INSTRUCTIONS FOR THE TASK: Produce a verbatim transcription of all records.

•••••

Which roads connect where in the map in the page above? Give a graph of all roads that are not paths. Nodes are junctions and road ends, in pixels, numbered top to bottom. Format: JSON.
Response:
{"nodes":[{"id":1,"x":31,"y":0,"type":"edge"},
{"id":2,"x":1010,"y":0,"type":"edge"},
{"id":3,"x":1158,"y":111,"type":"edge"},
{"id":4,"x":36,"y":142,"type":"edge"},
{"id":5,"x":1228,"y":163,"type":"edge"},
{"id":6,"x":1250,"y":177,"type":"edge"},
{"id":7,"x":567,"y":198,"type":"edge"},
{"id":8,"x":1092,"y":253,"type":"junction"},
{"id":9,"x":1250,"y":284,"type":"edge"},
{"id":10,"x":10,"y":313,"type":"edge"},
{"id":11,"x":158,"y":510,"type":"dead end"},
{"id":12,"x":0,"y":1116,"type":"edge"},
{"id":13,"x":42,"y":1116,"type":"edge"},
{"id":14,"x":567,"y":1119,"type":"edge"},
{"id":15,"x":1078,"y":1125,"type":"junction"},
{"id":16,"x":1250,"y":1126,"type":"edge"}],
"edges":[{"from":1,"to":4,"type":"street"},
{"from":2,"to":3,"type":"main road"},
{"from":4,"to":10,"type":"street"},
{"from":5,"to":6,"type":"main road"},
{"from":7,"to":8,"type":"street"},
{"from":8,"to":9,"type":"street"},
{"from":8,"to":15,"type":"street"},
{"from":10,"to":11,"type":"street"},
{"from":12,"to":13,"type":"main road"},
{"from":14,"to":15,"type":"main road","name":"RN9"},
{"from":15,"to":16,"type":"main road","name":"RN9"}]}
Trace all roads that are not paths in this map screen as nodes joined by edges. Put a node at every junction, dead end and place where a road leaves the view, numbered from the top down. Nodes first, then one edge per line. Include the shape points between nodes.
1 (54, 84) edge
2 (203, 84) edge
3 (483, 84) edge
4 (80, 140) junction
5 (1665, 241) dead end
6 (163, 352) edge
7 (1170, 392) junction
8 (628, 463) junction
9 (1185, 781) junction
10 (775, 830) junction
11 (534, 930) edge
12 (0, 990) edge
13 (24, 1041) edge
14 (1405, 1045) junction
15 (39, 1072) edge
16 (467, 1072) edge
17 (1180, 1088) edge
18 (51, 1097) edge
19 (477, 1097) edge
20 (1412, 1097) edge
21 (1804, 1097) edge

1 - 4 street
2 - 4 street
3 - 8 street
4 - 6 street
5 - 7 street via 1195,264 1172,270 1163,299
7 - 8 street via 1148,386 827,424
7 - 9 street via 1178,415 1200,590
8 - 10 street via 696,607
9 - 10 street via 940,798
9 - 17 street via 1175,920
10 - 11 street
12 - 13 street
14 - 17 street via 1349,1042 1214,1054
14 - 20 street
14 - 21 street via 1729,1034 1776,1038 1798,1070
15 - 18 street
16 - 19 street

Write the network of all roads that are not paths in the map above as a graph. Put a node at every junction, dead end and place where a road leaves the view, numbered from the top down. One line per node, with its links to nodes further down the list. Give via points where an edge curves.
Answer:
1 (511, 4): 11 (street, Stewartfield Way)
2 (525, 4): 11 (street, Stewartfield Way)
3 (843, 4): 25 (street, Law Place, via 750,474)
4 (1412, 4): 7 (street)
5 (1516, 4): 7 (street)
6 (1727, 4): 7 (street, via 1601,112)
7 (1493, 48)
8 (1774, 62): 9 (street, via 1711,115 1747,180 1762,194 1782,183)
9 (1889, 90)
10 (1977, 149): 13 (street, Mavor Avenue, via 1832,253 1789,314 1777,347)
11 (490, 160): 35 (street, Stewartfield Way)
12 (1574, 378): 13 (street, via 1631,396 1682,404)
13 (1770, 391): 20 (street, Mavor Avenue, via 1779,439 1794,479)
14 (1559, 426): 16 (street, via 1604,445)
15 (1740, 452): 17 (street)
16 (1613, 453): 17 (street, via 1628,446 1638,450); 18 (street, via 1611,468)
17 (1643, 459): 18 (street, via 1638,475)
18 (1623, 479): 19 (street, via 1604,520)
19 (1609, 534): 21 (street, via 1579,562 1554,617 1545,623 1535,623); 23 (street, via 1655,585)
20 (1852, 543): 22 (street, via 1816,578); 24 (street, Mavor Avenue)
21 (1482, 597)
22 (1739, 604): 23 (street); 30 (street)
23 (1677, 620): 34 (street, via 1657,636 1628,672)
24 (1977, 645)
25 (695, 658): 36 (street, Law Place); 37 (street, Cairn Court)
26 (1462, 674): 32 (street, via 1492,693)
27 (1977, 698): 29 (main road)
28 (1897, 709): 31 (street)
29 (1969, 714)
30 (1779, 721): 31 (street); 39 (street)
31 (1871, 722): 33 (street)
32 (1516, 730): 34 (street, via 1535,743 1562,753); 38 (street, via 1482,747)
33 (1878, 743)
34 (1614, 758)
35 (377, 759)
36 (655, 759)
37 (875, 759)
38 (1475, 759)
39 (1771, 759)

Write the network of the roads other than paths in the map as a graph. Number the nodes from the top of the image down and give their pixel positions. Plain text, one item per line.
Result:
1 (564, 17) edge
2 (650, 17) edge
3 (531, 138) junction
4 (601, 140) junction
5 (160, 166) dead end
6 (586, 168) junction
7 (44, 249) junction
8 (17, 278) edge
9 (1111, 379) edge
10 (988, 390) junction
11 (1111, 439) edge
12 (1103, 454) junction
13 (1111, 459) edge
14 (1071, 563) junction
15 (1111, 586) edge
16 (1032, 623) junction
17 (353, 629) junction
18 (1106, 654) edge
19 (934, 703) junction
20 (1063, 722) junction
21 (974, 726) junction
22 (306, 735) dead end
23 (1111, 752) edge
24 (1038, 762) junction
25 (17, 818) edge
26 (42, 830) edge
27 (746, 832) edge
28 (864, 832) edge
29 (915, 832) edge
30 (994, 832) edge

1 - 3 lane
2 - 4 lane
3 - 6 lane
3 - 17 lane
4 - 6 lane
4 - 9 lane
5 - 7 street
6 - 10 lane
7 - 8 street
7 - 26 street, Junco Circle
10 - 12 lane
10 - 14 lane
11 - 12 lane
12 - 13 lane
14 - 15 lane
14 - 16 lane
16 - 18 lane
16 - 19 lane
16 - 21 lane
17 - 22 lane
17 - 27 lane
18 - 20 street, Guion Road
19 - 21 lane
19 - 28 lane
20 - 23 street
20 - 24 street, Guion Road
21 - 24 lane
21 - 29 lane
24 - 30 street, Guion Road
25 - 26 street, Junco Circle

•••••

ANSWER TO THE EXERCISE:
Which roads connect where in the map in the page above? Give a graph of all roads that are not paths. Nodes are junctions and road ends, in pixels, numbered top to bottom. Format: JSON.
Response:
{"nodes":[{"id":1,"x":31,"y":0,"type":"edge"},
{"id":2,"x":1010,"y":0,"type":"edge"},
{"id":3,"x":1158,"y":111,"type":"edge"},
{"id":4,"x":36,"y":142,"type":"edge"},
{"id":5,"x":1228,"y":163,"type":"edge"},
{"id":6,"x":1250,"y":177,"type":"edge"},
{"id":7,"x":567,"y":198,"type":"edge"},
{"id":8,"x":1092,"y":253,"type":"junction"},
{"id":9,"x":1250,"y":284,"type":"edge"},
{"id":10,"x":10,"y":313,"type":"edge"},
{"id":11,"x":158,"y":510,"type":"dead end"},
{"id":12,"x":0,"y":1116,"type":"edge"},
{"id":13,"x":42,"y":1116,"type":"edge"},
{"id":14,"x":567,"y":1119,"type":"edge"},
{"id":15,"x":1078,"y":1125,"type":"junction"},
{"id":16,"x":1250,"y":1126,"type":"edge"}],
"edges":[{"from":1,"to":4,"type":"street"},
{"from":2,"to":3,"type":"main road"},
{"from":4,"to":10,"type":"street"},
{"from":5,"to":6,"type":"main road"},
{"from":7,"to":8,"type":"street"},
{"from":8,"to":9,"type":"street"},
{"from":8,"to":15,"type":"street"},
{"from":10,"to":11,"type":"street"},
{"from":12,"to":13,"type":"main road"},
{"from":14,"to":15,"type":"main road","name":"RN9"},
{"from":15,"to":16,"type":"main road","name":"RN9"}]}
Trace all roads that are not paths in this map screen as nodes joined by edges. Put a node at every junction, dead end and place where a road leaves the view, numbered from the top down. Nodes first, then one edge per line. Include the shape points between nodes.
1 (54, 84) edge
2 (203, 84) edge
3 (483, 84) edge
4 (80, 140) junction
5 (1665, 241) dead end
6 (163, 352) edge
7 (1170, 392) junction
8 (628, 463) junction
9 (1185, 781) junction
10 (775, 830) junction
11 (534, 930) edge
12 (0, 990) edge
13 (24, 1041) edge
14 (1405, 1045) junction
15 (39, 1072) edge
16 (467, 1072) edge
17 (1180, 1088) edge
18 (51, 1097) edge
19 (477, 1097) edge
20 (1412, 1097) edge
21 (1804, 1097) edge

1 - 4 street
2 - 4 street
3 - 8 street
4 - 6 street
5 - 7 street via 1195,264 1172,270 1163,299
7 - 8 street via 1148,386 827,424
7 - 9 street via 1178,415 1200,590
8 - 10 street via 696,607
9 - 10 street via 940,798
9 - 17 street via 1175,920
10 - 11 street
12 - 13 street
14 - 17 street via 1349,1042 1214,1054
14 - 20 street
14 - 21 street via 1729,1034 1776,1038 1798,1070
15 - 18 street
16 - 19 street

Write the network of all roads that are not paths in the map above as a graph. Put a node at every junction, dead end and place where a road leaves the view, numbered from the top down. One line per node, with its links to nodes further down the list. Give via points where an edge curves.
Answer:
1 (511, 4): 11 (street, Stewartfield Way)
2 (525, 4): 11 (street, Stewartfield Way)
3 (843, 4): 25 (street, Law Place, via 750,474)
4 (1412, 4): 7 (street)
5 (1516, 4): 7 (street)
6 (1727, 4): 7 (street, via 1601,112)
7 (1493, 48)
8 (1774, 62): 9 (street, via 1711,115 1747,180 1762,194 1782,183)
9 (1889, 90)
10 (1977, 149): 13 (street, Mavor Avenue, via 1832,253 1789,314 1777,347)
11 (490, 160): 35 (street, Stewartfield Way)
12 (1574, 378): 13 (street, via 1631,396 1682,404)
13 (1770, 391): 20 (street, Mavor Avenue, via 1779,439 1794,479)
14 (1559, 426): 16 (street, via 1604,445)
15 (1740, 452): 17 (street)
16 (1613, 453): 17 (street, via 1628,446 1638,450); 18 (street, via 1611,468)
17 (1643, 459): 18 (street, via 1638,475)
18 (1623, 479): 19 (street, via 1604,520)
19 (1609, 534): 21 (street, via 1579,562 1554,617 1545,623 1535,623); 23 (street, via 1655,585)
20 (1852, 543): 22 (street, via 1816,578); 24 (street, Mavor Avenue)
21 (1482, 597)
22 (1739, 604): 23 (street); 30 (street)
23 (1677, 620): 34 (street, via 1657,636 1628,672)
24 (1977, 645)
25 (695, 658): 36 (street, Law Place); 37 (street, Cairn Court)
26 (1462, 674): 32 (street, via 1492,693)
27 (1977, 698): 29 (main road)
28 (1897, 709): 31 (street)
29 (1969, 714)
30 (1779, 721): 31 (street); 39 (street)
31 (1871, 722): 33 (street)
32 (1516, 730): 34 (street, via 1535,743 1562,753); 38 (street, via 1482,747)
33 (1878, 743)
34 (1614, 758)
35 (377, 759)
36 (655, 759)
37 (875, 759)
38 (1475, 759)
39 (1771, 759)

Write the network of the roads other than paths in the map as a graph. Number the nodes from the top of the image down and give their pixel positions. Plain text, one item per line.
Result:
1 (564, 17) edge
2 (650, 17) edge
3 (531, 138) junction
4 (601, 140) junction
5 (160, 166) dead end
6 (586, 168) junction
7 (44, 249) junction
8 (17, 278) edge
9 (1111, 379) edge
10 (988, 390) junction
11 (1111, 439) edge
12 (1103, 454) junction
13 (1111, 459) edge
14 (1071, 563) junction
15 (1111, 586) edge
16 (1032, 623) junction
17 (353, 629) junction
18 (1106, 654) edge
19 (934, 703) junction
20 (1063, 722) junction
21 (974, 726) junction
22 (306, 735) dead end
23 (1111, 752) edge
24 (1038, 762) junction
25 (17, 818) edge
26 (42, 830) edge
27 (746, 832) edge
28 (864, 832) edge
29 (915, 832) edge
30 (994, 832) edge

1 - 3 lane
2 - 4 lane
3 - 6 lane
3 - 17 lane
4 - 6 lane
4 - 9 lane
5 - 7 street
6 - 10 lane
7 - 8 street
7 - 26 street, Junco Circle
10 - 12 lane
10 - 14 lane
11 - 12 lane
12 - 13 lane
14 - 15 lane
14 - 16 lane
16 - 18 lane
16 - 19 lane
16 - 21 lane
17 - 22 lane
17 - 27 lane
18 - 20 street, Guion Road
19 - 21 lane
19 - 28 lane
20 - 23 street
20 - 24 street, Guion Road
21 - 24 lane
21 - 29 lane
24 - 30 street, Guion Road
25 - 26 street, Junco Circle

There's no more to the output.